__Work to be completed__:
List every line below containing "down".

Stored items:
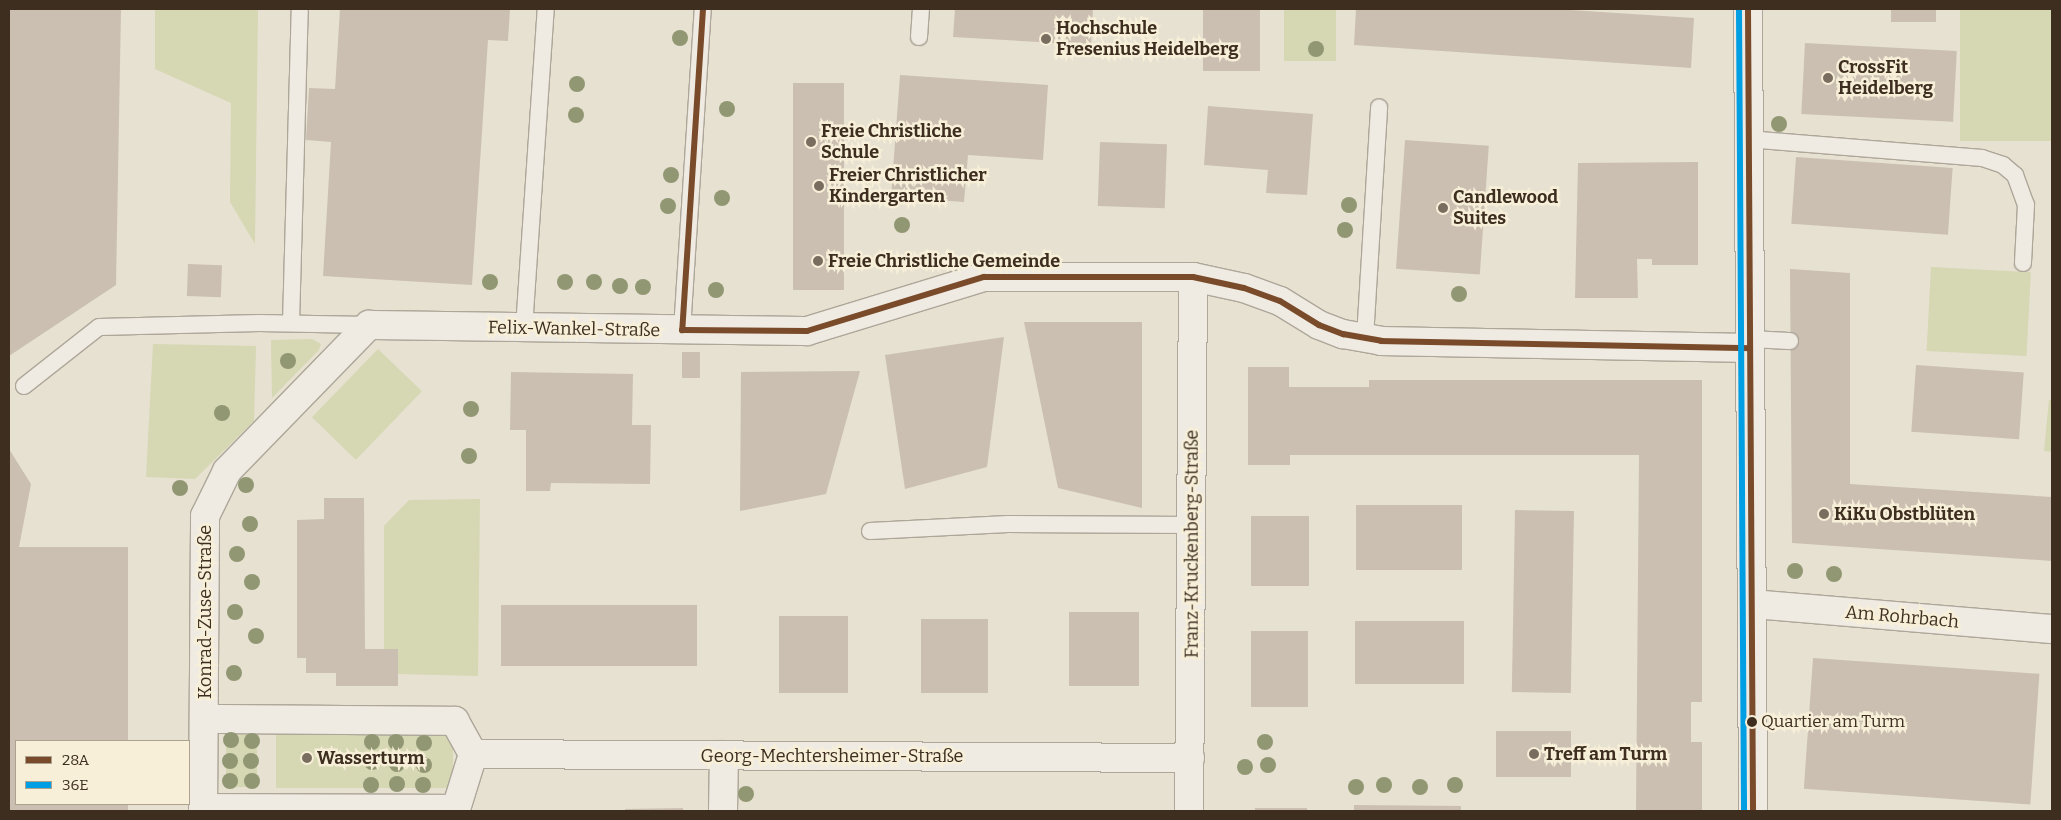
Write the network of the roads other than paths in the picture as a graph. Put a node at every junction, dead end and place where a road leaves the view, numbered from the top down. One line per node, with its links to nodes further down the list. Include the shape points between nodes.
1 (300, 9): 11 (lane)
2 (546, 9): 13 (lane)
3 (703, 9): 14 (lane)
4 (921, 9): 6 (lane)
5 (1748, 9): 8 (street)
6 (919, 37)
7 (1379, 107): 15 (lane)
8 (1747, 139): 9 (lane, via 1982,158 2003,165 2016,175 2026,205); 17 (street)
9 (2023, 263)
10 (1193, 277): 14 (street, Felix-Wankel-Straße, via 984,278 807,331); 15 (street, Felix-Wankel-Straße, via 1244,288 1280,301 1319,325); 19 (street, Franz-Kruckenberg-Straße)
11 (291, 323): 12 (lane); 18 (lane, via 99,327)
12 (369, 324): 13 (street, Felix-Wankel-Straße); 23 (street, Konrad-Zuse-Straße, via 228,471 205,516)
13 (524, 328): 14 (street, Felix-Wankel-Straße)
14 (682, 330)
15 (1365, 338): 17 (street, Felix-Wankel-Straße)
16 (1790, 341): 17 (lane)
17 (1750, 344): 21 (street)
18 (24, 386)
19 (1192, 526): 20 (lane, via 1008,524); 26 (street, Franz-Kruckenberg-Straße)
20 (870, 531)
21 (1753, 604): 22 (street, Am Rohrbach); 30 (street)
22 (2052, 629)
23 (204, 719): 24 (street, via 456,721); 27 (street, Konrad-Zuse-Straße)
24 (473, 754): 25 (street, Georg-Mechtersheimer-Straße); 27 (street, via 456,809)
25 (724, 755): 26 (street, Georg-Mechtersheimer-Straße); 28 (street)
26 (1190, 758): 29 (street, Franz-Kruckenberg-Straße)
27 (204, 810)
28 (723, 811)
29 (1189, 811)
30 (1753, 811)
...
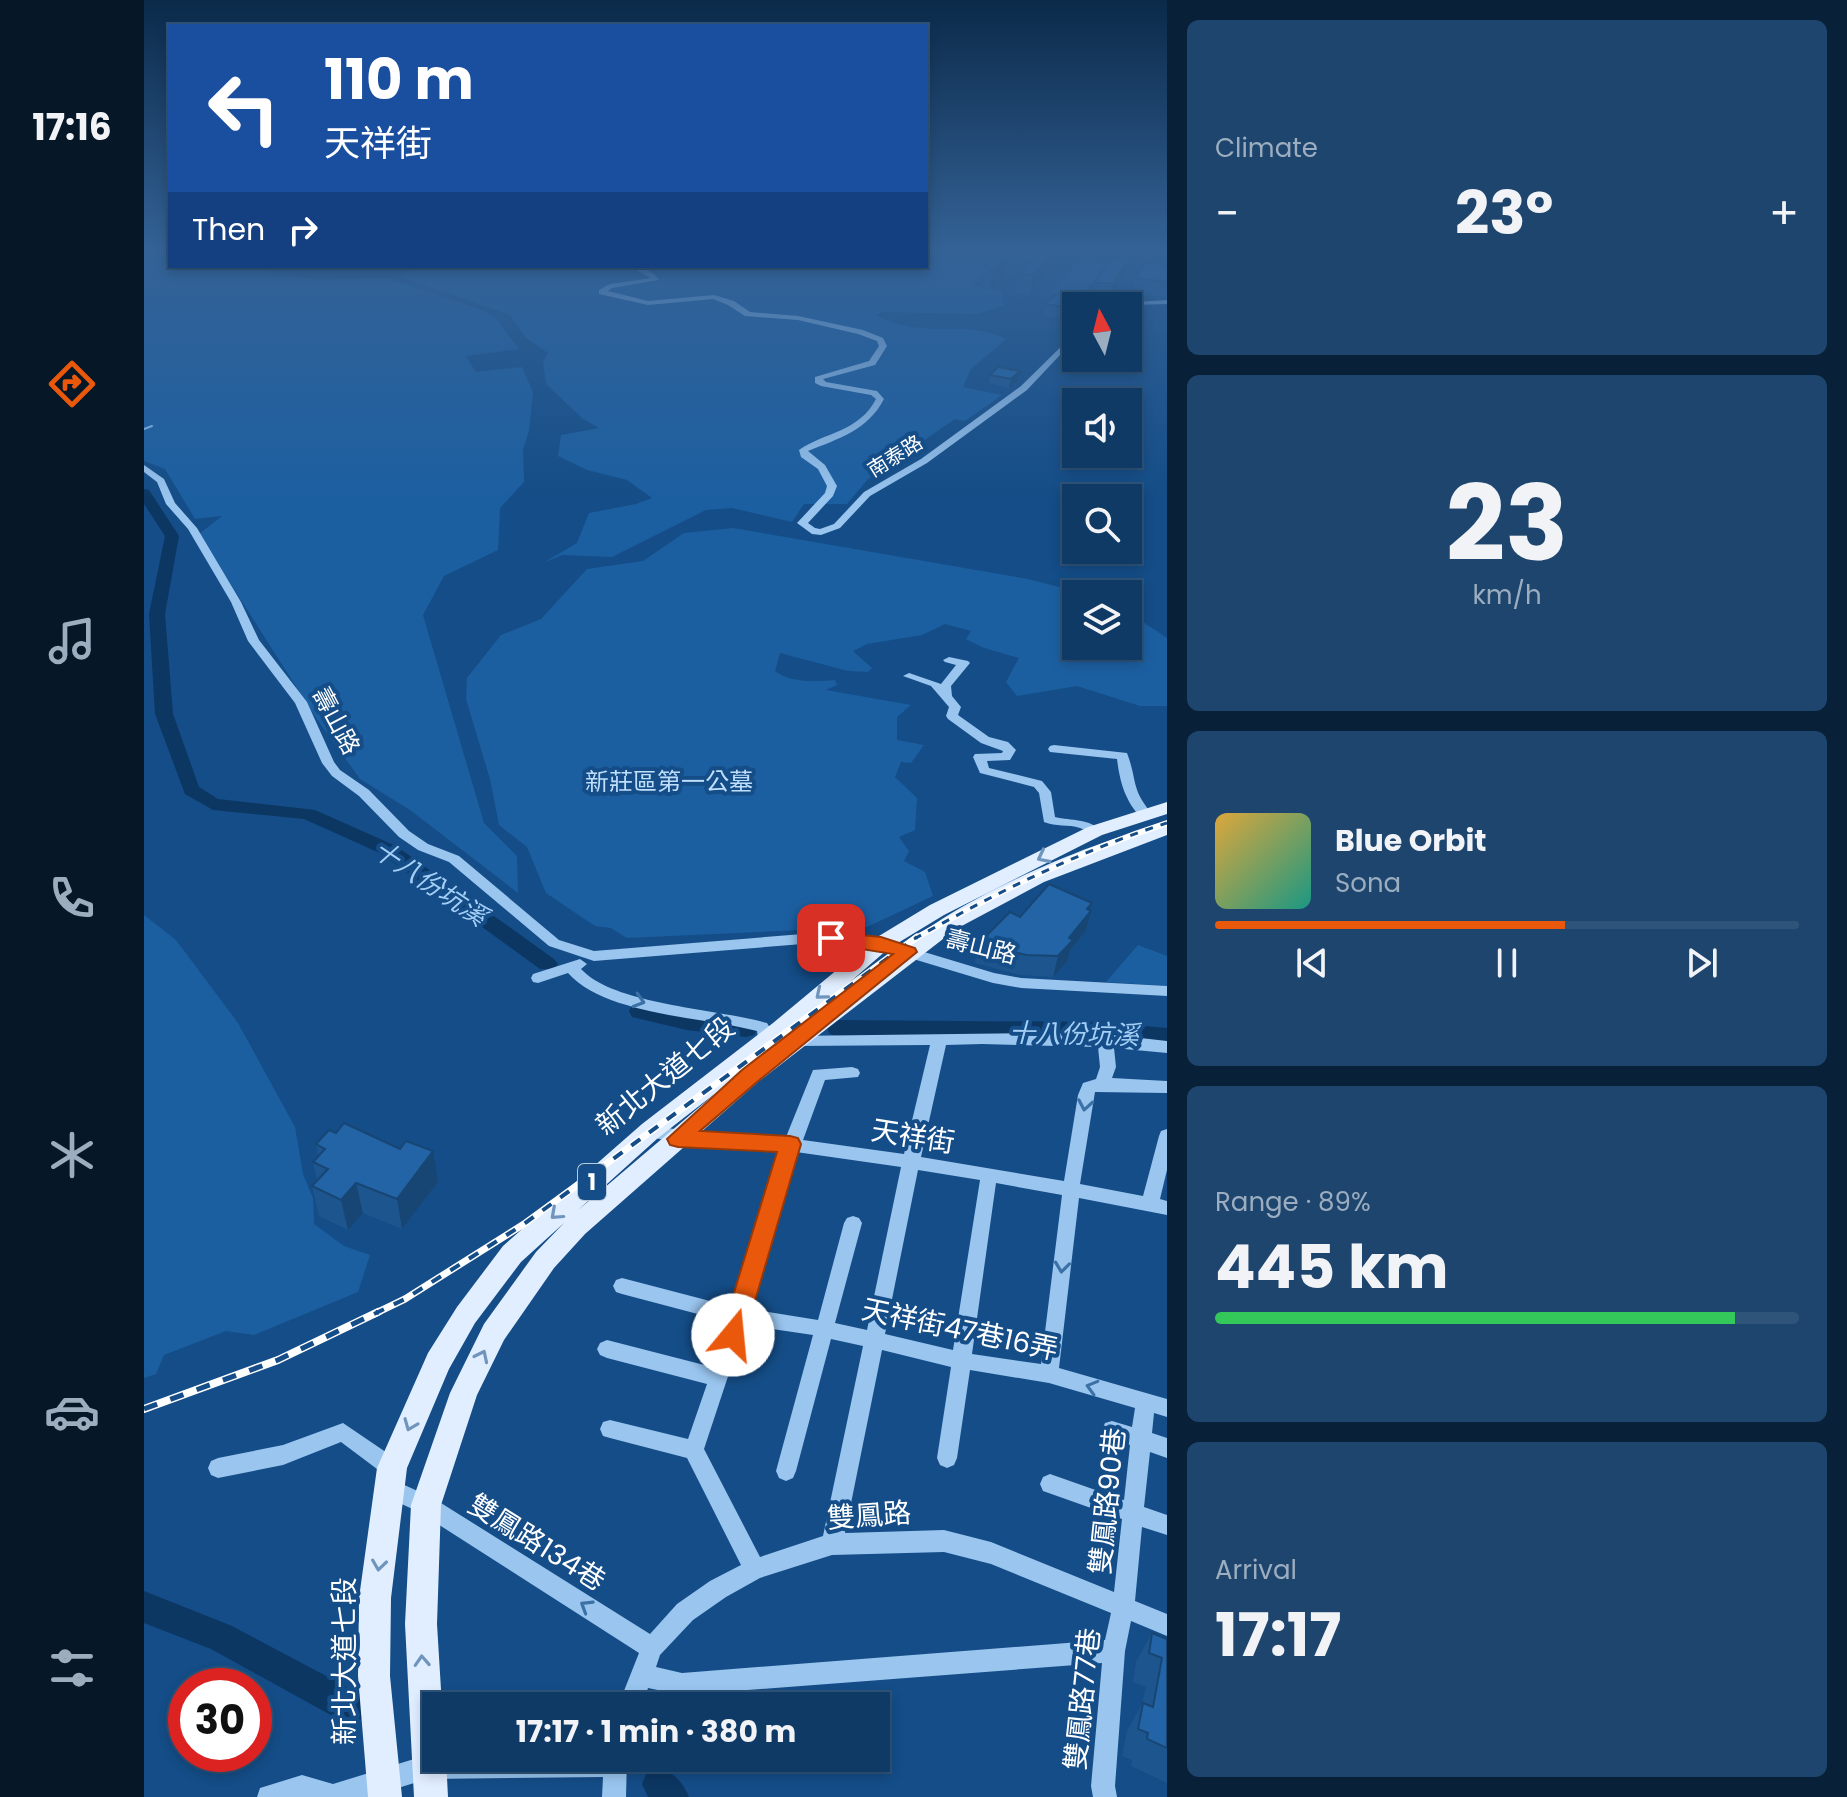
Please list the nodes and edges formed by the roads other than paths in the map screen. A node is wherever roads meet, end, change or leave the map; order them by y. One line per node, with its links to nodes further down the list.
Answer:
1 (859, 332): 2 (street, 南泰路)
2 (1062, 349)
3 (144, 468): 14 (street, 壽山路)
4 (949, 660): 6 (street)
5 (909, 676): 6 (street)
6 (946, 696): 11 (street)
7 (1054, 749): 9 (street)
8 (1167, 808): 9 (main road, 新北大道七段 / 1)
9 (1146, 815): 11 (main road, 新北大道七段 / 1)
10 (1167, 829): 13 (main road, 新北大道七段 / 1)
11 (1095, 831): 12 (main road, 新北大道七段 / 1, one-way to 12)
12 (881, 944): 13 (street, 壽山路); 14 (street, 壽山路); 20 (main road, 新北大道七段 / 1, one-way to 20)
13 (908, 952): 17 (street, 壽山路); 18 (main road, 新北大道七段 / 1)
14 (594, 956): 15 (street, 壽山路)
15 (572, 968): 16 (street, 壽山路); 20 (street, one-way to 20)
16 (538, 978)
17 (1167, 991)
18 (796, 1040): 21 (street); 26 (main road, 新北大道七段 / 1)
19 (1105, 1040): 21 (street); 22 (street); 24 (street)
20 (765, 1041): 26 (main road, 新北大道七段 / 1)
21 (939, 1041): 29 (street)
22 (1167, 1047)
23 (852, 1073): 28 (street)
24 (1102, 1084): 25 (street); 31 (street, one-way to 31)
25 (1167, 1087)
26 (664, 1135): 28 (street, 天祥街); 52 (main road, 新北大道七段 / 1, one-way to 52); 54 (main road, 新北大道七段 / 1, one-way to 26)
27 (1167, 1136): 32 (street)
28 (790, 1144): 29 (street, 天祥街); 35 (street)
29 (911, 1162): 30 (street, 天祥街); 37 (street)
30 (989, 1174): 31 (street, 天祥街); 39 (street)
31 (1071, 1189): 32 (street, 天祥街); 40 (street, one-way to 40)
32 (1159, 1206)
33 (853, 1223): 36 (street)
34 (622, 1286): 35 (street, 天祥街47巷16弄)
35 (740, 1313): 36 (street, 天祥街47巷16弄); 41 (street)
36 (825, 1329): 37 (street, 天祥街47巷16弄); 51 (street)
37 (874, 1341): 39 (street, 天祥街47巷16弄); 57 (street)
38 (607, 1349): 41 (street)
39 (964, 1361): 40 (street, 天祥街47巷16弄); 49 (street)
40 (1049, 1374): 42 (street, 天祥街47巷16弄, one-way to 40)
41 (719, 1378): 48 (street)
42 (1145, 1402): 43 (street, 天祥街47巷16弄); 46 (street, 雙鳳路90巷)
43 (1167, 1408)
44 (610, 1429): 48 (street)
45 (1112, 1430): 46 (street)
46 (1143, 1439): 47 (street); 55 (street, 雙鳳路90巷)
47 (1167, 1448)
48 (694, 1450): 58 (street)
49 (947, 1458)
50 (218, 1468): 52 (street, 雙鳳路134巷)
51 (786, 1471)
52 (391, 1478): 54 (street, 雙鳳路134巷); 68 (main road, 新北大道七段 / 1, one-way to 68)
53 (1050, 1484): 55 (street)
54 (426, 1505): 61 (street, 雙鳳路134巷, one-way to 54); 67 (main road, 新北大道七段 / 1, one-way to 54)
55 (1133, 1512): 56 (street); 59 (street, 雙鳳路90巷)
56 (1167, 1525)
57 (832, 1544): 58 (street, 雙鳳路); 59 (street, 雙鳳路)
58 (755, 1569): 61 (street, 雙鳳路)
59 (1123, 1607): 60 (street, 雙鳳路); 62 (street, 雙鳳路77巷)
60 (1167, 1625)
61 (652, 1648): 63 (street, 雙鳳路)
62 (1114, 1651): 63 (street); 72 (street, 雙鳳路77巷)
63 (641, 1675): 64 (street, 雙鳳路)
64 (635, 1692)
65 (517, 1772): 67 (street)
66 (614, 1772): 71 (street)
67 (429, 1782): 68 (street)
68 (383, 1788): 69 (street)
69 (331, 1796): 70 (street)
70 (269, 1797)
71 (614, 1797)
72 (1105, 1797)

__Answer for this exercise__:
Write the network of the roads other than paths in the picture as a graph. Put a node at every junction, dead end and place where a road leaves the view, numbered from the top down. One line per node, with its links to nodes further down the list. Include the shape points between nodes.
Please list the nodes and edges formed by the roads other than paths in the map screen. A node is wherever roads meet, end, change or leave the map; order them by y. One line per node, with its links to nodes further down the list.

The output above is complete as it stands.